Sir, kamukha mo ang aso

At work , our Bangaladeshi Cleaner and Newbie ‘Norbit’ are always at a war. Somehow Jamaal (our Farrash) doesn’t like Norbit . From the time he has joined work Jamaal keeps saying repeatedly ” Kumastaka” (“Hello” in Tagalog) he thinks its kind of insult , Today I heard Norbit reply “kamukha mo ang aso” . I know it’s not the reply one gives when greeted “Kumastaka” , its ‘Mabuti’ . So I asked him what “kamukha mo ang aso” meant . He said it means ” Your face looks like a dog, I’m fed up with this bastard saying ‘kumastaka’ every two minutes” .. he explained .
Very similar incident , yesterday I was at this shop where my friends work , After a little chat when customers (Arab ladies) entered and I got up to leave , My friend said to me ” Rukh ! iski gaand dekke javo ” (Wait ! Check her ass and Go)  I just ran out of there . Later I gave him my piece of mind because If she had known Hindi (like many Arabs do) it would have caused trouble for no reason .
BTW this ‘wise guy’ once was insulting ‘ some nationality’ (insert a african country) in front of a ‘Amreeki’ , who turned out to be pure ‘some national’ who wanted to break the neck of ‘this’ idiot. Luckily he didn’t and ‘this’ guy lived to see another day to learn a very valuable lesson … “respect” .
Point is , sometimes we speak in our native tongue thinking that the other person will not understand it , but world is getting smaller and smaller everyday.

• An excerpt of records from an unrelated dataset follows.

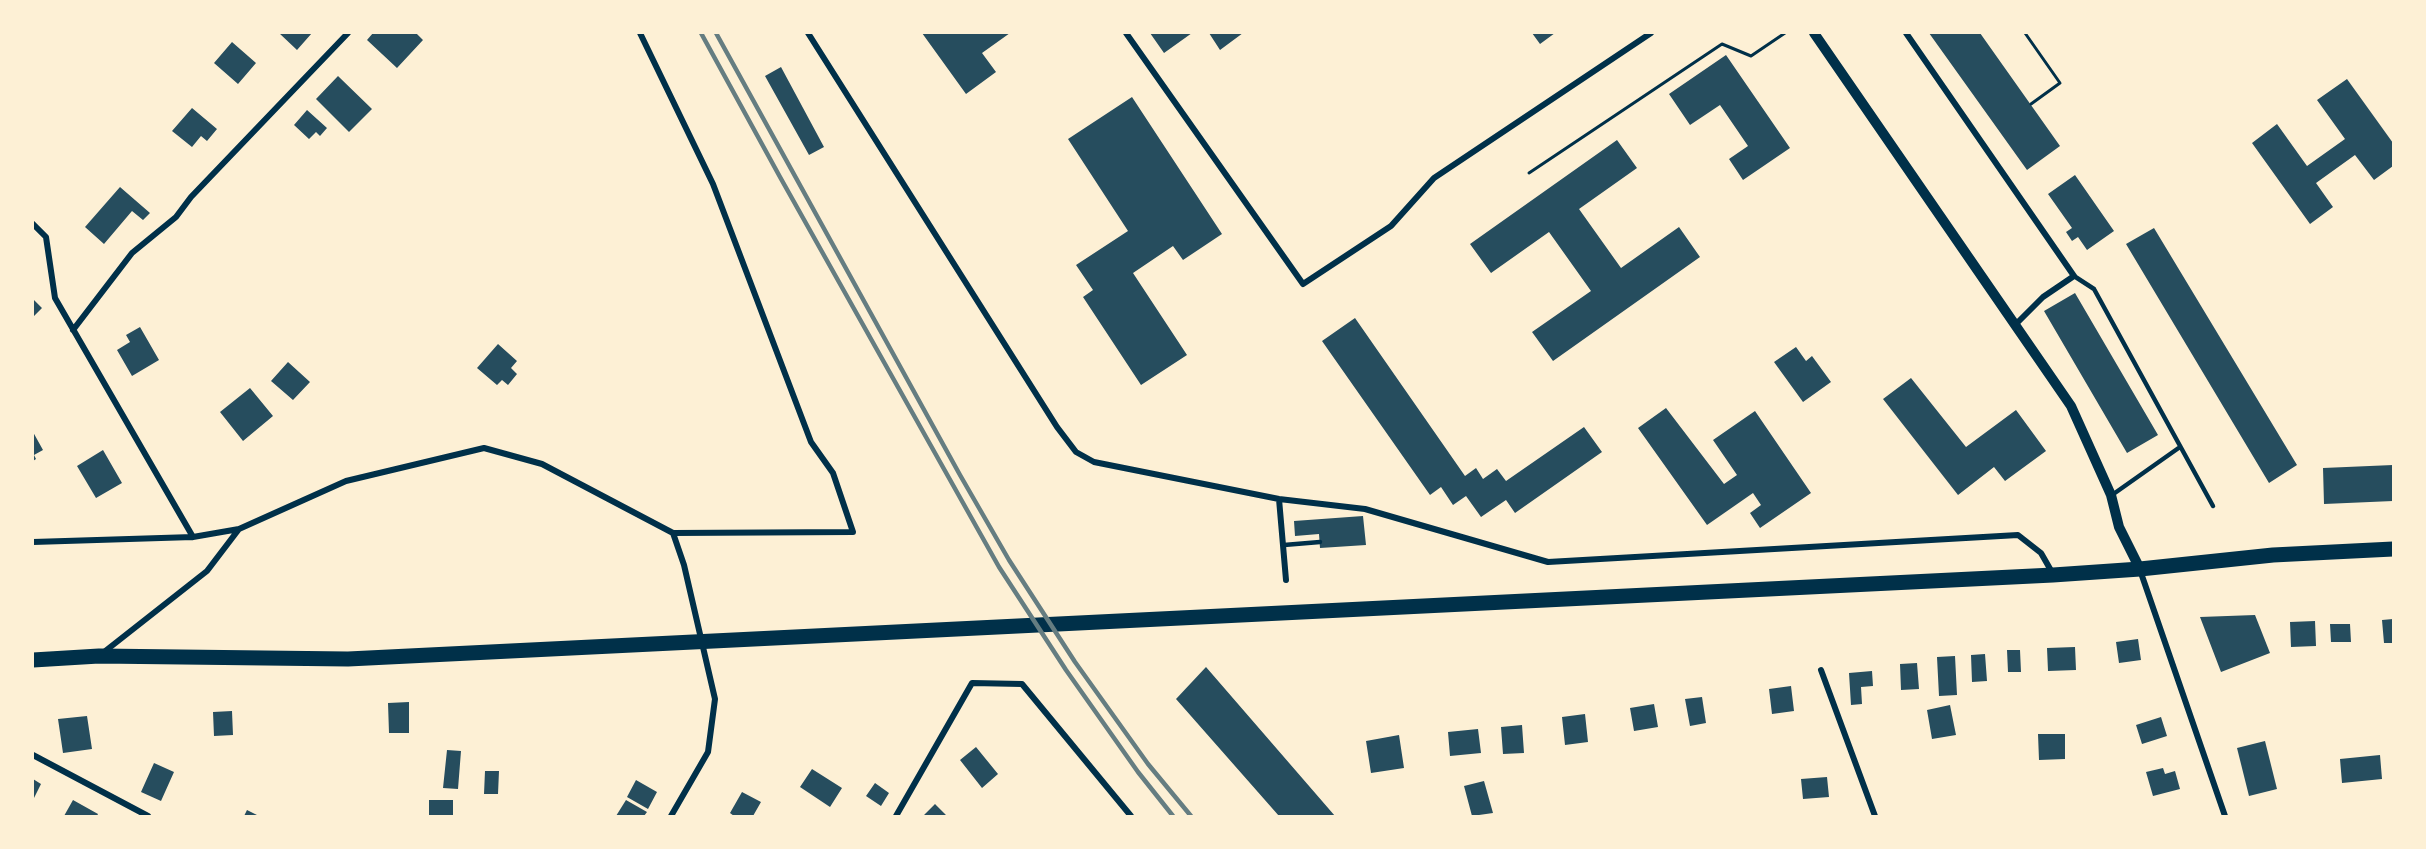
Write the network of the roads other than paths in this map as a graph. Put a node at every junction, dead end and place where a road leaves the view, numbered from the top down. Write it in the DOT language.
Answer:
graph roads {
  1 [pos="348,33"];
  2 [pos="640,33"];
  3 [pos="808,33"];
  4 [pos="1126,33"];
  5 [pos="1651,33"];
  6 [pos="1814,33"];
  7 [pos="1906,33"];
  8 [pos="33,224"];
  9 [pos="2074,276"];
  10 [pos="2015,325"];
  11 [pos="74,330"];
  12 [pos="2180,447"];
  13 [pos="2111,495"];
  14 [pos="1279,499"];
  15 [pos="2213,506"];
  16 [pos="238,529"];
  17 [pos="673,532"];
  18 [pos="193,537"];
  19 [pos="33,542"];
  20 [pos="1320,542"];
  21 [pos="1284,545"];
  22 [pos="2393,549"];
  23 [pos="2140,569"];
  24 [pos="2053,574"];
  25 [pos="1286,580"];
  26 [pos="99,656"];
  27 [pos="33,660"];
  28 [pos="1821,670"];
  29 [pos="33,755"];
  30 [pos="148,816"];
  31 [pos="671,816"];
  32 [pos="896,816"];
  33 [pos="1131,816"];
  34 [pos="1875,816"];
  35 [pos="2225,816"];
  1 -- 11 [label="street"];
  2 -- 17 [label="street"];
  3 -- 14 [label="street"];
  4 -- 5 [label="street"];
  6 -- 10 [label="street"];
  7 -- 9 [label="street"];
  8 -- 11 [label="street"];
  9 -- 10 [label="street"];
  9 -- 12 [label="lane"];
  10 -- 13 [label="street"];
  11 -- 18 [label="street"];
  12 -- 13 [label="lane"];
  12 -- 15 [label="lane"];
  13 -- 23 [label="street"];
  14 -- 21 [label="street"];
  14 -- 24 [label="street"];
  16 -- 17 [label="street"];
  16 -- 18 [label="street"];
  16 -- 26 [label="street"];
  17 -- 31 [label="street"];
  18 -- 19 [label="street"];
  20 -- 21 [label="lane"];
  21 -- 25 [label="street"];
  22 -- 23 [label="main road"];
  23 -- 24 [label="main road"];
  23 -- 35 [label="street"];
  24 -- 26 [label="main road"];
  26 -- 27 [label="main road"];
  28 -- 34 [label="street"];
  29 -- 30 [label="street"];
  32 -- 33 [label="street"];
}
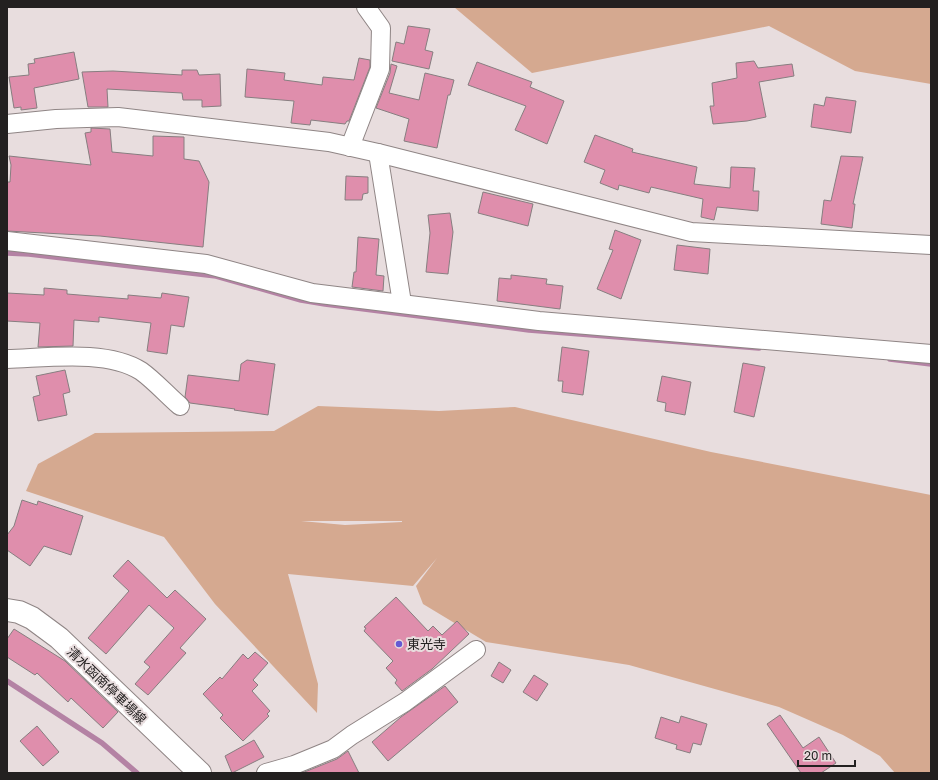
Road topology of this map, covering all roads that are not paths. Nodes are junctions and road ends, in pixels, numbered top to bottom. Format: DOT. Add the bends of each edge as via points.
graph roads {
  1 [pos="366,7"];
  2 [pos="7,124"];
  3 [pos="350,147"];
  4 [pos="378,153"];
  5 [pos="7,241"];
  6 [pos="931,245"];
  7 [pos="402,303"];
  8 [pos="931,354"];
  9 [pos="7,359"];
  10 [pos="180,406"];
  11 [pos="7,610"];
  12 [pos="476,650"];
  13 [pos="200,773"];
  14 [pos="266,773"];
  1 -- 3 [label="street" via="381,28 380,69"];
  2 -- 3 [label="street" via="118,117 286,136"];
  3 -- 4 [label="street"];
  4 -- 6 [label="street" via="691,232"];
  4 -- 7 [label="street"];
  5 -- 7 [label="street" via="206,264 312,292"];
  7 -- 8 [label="street" via="569,324"];
  9 -- 10 [label="street" via="86,357 121,362 141,371"];
  11 -- 13 [label="main road, 清水函南停車場線" via="32,618 59,638"];
  12 -- 14 [label="street" via="333,749"];
}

16 comments on “Sir, kamukha mo ang aso

  1. oh lol once I was talking persian (well 3ayam) so that the shop owner won’t understand but she turned out to be from Iran.. but good thing I wasn’t saying something bad and I even praised her loooooool..

  2. I agree… RESPECT! whenever there is a non Arabic speaker we use English
    once my friend, who is overweight, was in Sultan Center and the cashier said something in Tagalog unknowingly that my friend is fluent… she said something like look at her shes fat! i think she lives in the kitchen
    and my friend replied in Tagalog I understood what you said and its rude! It was bad :-S

    same happened once in front of me, a foreigner passed by a Kuwaiti and accidentally pumped into him… he said kalb… the foreigner replied DOG!

  3. It is! And you know what, it is even worse when ppl think you’re from someplace and you are actually from the same place they are from! It happens quite a bit heh..

  4. Blasha : No ! i made it up ! but he looks like one !

    Shosho : You are a wonderful person , thats why !

    Ansam : Yeah ! lot of us expats do that , once ‘Wilson’ was commenting on a customer ‘ look the biatch has come’ (in hindi) and she heard and she complained to the office .

    N. happens to me most of the time, Indians make fun of my bald head thinking i am Arab .. I ignore most of the time .

    Bu Ziyad : LMAO! yeah ! that would have been better.

    Ne : lol ! you mean the third guy? yeah ! AZZ he is .

  5. I’m startled reading this post…I can speak Tagalog because I’m from the Philippines…though that is not the local dialect spoken in my place…

    First off, there is nothing insulting with saying “Kumusta ka?” which literally means “how are you?” coming from the spanish “como esta?”! 🙂 And yes, you are to reply “Mabuti” meaning…”fine”…but I do agree hearing the same thing over and over…is quite annoying…so maybe just ask the person to stop…rather than replying “kamukha mo ang aso” which means “you look like a dog!”. Notice I did the correction…LOL

    I work in a company which main office is in Mexico and we have some expats here who verbally abuse some people in Spanish…there was a time one manager called me “puta” meaning bitch…and all that…not knowing I can speak the language…I chose not to say anything…’til we had a gathering and I was asked to make a speech…and so I had my turn…telling them with the onset of globalization…people being all over and technology birdging our gaps…how could we still exert efforts building walls by name calling people thinking they don’t understand our language. Ha, you should have seen the look in that person’s face!!!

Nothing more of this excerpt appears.